* Work to be completed *
Work out how many lines in the data below include "dead", then reply with that number only.

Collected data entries
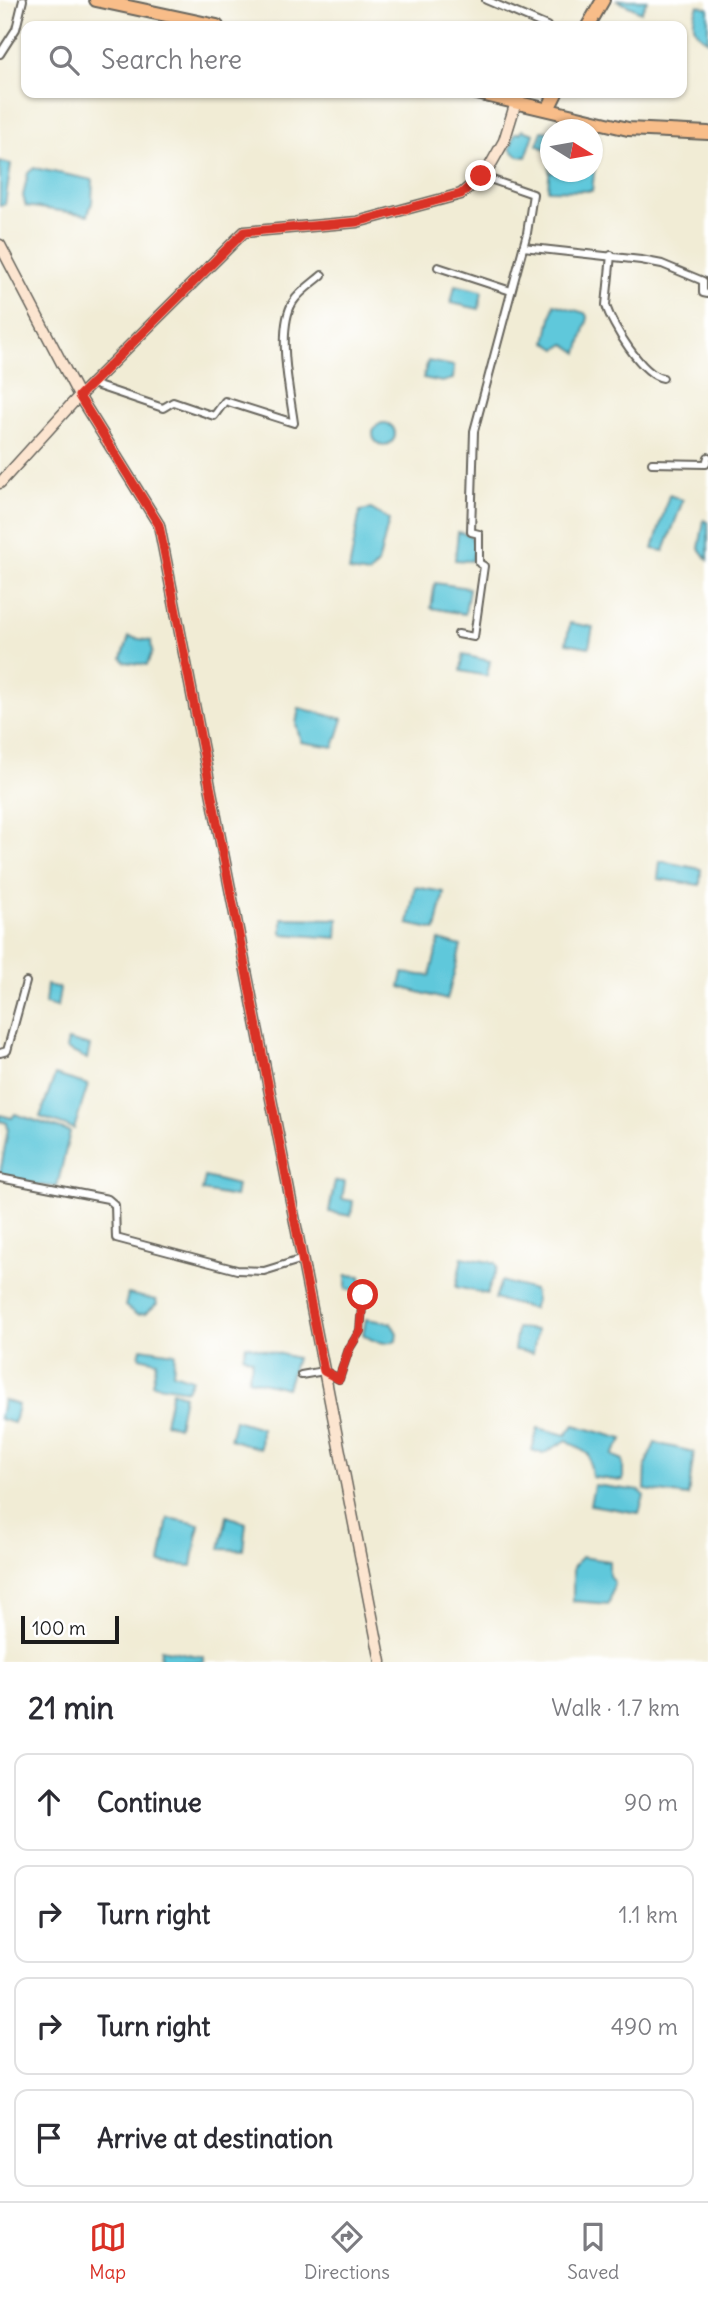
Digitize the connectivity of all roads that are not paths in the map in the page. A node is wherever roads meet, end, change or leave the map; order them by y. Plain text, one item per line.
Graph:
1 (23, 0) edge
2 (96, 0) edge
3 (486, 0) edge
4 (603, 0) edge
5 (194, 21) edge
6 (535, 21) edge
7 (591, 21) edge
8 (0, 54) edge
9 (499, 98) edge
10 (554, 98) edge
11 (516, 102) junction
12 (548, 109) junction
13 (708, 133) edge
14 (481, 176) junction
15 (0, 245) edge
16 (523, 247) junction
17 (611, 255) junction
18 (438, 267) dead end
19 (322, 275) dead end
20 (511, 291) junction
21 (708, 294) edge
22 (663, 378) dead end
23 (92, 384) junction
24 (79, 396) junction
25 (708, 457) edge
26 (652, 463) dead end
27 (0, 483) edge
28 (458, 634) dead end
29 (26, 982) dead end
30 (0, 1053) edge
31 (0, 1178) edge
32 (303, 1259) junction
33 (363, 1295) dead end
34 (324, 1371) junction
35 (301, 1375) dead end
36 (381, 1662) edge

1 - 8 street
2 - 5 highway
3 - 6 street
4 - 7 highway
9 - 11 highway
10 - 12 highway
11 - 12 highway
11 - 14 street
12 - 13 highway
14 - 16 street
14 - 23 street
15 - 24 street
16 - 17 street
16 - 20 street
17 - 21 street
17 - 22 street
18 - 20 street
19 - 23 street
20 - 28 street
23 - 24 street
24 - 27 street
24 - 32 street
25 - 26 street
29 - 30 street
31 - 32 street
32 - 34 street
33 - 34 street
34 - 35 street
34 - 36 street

* Solution to this task *
8